How Do We Decide What Works And Doesn't?

How Do We Decide What Works And Doesn’t? ²

We have two criteria for determining whether an initiative for the inner city or the truly disadvantaged works:

Is the initiative successful based on scientific evaluation?
Does the initiative function to reduce inequality? (See Trends: The Millennium Breach.)

On the first criterion, the National Research Council has concluded that the vast majority of programs for the truly disadvantaged and the inner city are not evaluated, or receive superficial evaluations that do not allow conclusions to be drawn on whether the program actually worked. Our standards for scientific evaluation are as follows:

Scientific Research Design: The program was evaluated using a "quasi-experimental" design with comparison groups or an even more rigorous design with random assignment of subjects to program and control groups. Pre-post (before and after) outcome measures were undertaken.
Targets Populations Most At Risk: All or most of the persons receiving the interventions were truly disadvantaged in urban areas and were "at-risk" in terms of a combination of factors, including income, dependency, education, employment, earnings, teen pregnancy, delinquency, crime and substance abuse.
A Focus on Core Problems: The program addressed at least one of the problems or issues facing truly disadvantaged populations, like poverty, inadequate education, unemployment, crime, drugs, teen pregnancy, dependency and substandard housing.
Specific, Measurable Outcomes: The outcome findings were not equivocal, but clear cut, with all or most of the key outcome variables showing improvements for the treatment groups that were statistically significant vis-a-vis control or comparison groups.
Implementation, Modification, Replication: The program was not an isolated, narrow academic experiment, but it started with, or built up to, broader scale implementation, possibly at multiple sites which later may have been replicated still further. The evaluation included considerable practical information on the day-to-day management of implementation and on how organizational and staff issues impacted on final outcomes.
Specification of Program Elements: The program intervention was articulated in sufficient detail. The demographic, social and risk characteristics of the population served by the program were specified.

These standards for scientific evaluation are comparable to recent reviews of programs in The American Journal of Preventive Medicine and by the Office of Juvenile Justice and Delinquency Prevention. However, we give more emphasis than such reviews to initiatives, beyond academic research, that have adequate technical designs but that also have been operating for some time in the rough-and-tumble of real-world street life, funding pressure, staff burnout, inadequate salaries and political machinations at the local and federal levels. Academic experiments are limited, in our experience, unless the ideas can be carried out and replicated on the streets.

We therefore have searched for common sense programs that foundations, legislators and public sector executives can fund and replicate.

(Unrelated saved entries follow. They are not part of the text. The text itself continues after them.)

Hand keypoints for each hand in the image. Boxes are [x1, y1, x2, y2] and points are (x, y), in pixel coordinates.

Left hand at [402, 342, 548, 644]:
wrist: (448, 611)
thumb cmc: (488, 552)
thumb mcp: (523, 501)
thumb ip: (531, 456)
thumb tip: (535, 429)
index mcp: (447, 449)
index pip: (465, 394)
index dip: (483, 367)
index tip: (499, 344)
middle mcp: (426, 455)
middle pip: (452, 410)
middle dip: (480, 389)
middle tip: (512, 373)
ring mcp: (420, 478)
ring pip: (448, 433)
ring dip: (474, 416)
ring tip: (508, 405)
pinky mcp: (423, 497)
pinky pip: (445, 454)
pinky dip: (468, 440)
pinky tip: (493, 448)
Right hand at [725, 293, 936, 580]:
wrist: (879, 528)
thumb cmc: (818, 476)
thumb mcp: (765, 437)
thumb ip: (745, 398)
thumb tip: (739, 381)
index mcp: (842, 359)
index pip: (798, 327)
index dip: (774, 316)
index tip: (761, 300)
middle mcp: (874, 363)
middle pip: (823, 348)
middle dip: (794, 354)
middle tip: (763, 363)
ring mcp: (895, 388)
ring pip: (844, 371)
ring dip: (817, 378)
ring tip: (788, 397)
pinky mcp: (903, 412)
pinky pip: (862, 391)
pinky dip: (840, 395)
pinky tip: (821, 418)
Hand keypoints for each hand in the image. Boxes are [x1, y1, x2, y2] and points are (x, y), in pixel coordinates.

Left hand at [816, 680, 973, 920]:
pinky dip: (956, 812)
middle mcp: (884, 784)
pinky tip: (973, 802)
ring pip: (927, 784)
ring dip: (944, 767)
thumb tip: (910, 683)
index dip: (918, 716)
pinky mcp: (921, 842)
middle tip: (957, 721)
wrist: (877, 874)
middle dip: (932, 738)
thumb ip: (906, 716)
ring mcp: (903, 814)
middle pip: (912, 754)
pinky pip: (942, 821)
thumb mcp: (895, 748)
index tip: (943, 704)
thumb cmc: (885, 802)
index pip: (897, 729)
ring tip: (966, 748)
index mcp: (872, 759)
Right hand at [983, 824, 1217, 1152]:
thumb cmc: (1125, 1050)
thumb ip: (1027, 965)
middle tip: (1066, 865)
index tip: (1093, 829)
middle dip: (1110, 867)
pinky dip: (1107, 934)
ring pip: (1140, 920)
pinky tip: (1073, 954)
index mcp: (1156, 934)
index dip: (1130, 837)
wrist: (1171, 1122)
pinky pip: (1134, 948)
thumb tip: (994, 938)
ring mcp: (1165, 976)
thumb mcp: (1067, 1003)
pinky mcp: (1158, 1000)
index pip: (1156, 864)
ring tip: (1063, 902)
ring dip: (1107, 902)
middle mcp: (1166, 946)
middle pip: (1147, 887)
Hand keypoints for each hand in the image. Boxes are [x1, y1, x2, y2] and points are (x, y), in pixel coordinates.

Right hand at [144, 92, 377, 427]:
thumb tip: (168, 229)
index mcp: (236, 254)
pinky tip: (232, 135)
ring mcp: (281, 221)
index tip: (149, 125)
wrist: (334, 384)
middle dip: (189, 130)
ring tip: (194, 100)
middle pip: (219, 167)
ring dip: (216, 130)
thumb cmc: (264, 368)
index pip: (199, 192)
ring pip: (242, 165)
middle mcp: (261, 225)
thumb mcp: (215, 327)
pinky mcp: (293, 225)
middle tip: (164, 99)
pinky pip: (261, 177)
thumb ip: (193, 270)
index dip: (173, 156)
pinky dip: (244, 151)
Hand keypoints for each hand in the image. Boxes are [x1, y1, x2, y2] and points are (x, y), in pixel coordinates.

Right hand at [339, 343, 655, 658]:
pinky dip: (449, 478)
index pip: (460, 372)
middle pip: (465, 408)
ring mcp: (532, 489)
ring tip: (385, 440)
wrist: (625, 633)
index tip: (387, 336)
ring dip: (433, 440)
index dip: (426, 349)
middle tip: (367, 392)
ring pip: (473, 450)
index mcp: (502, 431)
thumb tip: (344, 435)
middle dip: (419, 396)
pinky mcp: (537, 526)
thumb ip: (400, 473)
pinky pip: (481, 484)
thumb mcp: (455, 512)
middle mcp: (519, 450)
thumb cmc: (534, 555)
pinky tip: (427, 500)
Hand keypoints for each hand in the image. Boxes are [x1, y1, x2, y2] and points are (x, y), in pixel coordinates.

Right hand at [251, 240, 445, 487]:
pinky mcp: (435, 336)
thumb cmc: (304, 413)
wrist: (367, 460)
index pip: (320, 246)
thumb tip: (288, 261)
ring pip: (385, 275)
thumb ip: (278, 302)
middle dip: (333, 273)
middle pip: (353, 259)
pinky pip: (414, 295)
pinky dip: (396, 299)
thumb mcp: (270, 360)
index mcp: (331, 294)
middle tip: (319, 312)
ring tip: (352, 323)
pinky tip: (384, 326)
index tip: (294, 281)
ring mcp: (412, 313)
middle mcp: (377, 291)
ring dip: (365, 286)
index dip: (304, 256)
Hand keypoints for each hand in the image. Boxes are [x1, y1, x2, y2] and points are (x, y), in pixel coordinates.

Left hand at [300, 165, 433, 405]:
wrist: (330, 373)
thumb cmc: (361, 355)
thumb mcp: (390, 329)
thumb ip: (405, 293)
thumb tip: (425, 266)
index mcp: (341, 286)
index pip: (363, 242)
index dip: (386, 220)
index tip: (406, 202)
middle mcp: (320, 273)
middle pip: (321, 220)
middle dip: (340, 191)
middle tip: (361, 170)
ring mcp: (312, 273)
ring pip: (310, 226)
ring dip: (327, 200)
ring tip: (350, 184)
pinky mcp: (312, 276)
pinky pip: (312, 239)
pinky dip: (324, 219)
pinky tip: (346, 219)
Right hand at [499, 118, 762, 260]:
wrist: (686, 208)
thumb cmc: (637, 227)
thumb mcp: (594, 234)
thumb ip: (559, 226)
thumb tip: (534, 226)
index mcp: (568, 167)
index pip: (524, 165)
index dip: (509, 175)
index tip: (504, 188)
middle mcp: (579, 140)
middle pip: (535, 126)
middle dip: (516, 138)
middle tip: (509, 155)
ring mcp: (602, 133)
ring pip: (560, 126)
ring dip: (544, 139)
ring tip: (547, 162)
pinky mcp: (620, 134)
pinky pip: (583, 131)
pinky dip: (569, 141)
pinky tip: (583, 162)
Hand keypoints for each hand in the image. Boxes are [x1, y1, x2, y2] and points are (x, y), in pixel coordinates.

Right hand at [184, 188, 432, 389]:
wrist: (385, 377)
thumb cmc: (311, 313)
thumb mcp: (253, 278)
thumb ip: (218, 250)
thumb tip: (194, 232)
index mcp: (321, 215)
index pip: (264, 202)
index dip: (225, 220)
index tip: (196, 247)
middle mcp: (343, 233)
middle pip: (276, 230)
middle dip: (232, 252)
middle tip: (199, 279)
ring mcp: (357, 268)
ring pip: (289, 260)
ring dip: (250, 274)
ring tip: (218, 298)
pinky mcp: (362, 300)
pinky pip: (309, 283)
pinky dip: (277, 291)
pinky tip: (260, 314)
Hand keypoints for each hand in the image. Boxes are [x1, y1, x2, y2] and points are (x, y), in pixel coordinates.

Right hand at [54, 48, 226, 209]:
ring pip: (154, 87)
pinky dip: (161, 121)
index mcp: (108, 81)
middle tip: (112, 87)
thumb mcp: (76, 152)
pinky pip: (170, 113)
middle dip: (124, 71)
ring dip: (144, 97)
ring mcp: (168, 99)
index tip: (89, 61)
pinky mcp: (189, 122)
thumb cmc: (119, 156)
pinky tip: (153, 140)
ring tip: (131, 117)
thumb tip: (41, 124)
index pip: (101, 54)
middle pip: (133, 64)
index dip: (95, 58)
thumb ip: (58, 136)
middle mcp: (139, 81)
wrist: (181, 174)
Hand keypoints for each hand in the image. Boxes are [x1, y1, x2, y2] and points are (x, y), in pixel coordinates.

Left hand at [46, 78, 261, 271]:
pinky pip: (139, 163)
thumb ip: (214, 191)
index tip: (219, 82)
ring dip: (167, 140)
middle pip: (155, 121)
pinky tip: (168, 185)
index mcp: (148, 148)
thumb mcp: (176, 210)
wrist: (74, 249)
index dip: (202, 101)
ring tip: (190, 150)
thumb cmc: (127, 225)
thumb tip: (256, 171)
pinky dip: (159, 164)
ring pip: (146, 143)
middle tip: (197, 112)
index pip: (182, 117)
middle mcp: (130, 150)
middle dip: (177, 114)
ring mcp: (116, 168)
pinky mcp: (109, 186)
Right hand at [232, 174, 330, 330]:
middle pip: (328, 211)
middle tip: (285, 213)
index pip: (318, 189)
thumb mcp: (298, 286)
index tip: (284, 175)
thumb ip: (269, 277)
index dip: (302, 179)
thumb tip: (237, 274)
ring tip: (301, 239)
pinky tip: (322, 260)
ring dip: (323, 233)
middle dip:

We can illustrate these standards by comparing them to the standards used by others. For example, the excellent review by the American Psychological Association has a number of programs that are academic experiments, with what we consider insufficient replication and insufficient information on how day-to-day management impacted on outcomes. The excellent review by the American Youth Policy Forum includes initiatives, like Job Start, that have equivocal findings while other inclusions, like the New Chance program, show little success. Similarly, some of the programs recognized in the PEPNET of the National Youth Employment Coalition do not show enough evidence of success, based on our standards of scientific evaluation. Given the need to convince the American public that we do have solid evidence of what works, and that we should replicate such success to scale, programs with insufficient evaluation designs or equivocal findings are not included by us here as examples of models.

Some policies cannot easily be evaluated in a pre-post, control/comparison group design. Community development corporations and banking are an example. Here we rely more on our second criterion: whether the policy reduces inequality.

2/ Citations: This section is based on:

American Youth Policy Forum. Some Things Do Make A Difference for Youth. Washington, DC: American Youth Policy Forum, 1997.

Howell, James C., Editor. Guide for Implementing the Comprehensive Strategy for Serious, Violent and Chronic Juvenile Offenders. Washington, DC: U.S. Government Printing Office, June, 1995.

National Research Council. Losing Generations: Adolescents in High-Risk Settings. Panel on the High Risk Youth, Committee on Behavioral and Social Sciences and Education. Washington, DC: National Academy Press, 1993.

Powell, Kenneth and Darnell F. Hawkins, Editors. "Youth Violence Prevention: Descriptions and Baseline Data from 13 Evaluation Projects." American Journal of Preventive Medicine, Supplement to Volume 12, Number 5, September/October 1996.

Price, Richard H., Emory L. Cowen, Raymond P. Lorion, and Julia Ramos-McKay, eds. 14 Ounces of Prevention: A Case Book for Practitioners. Washington, DC: American Psychological Association, 1988.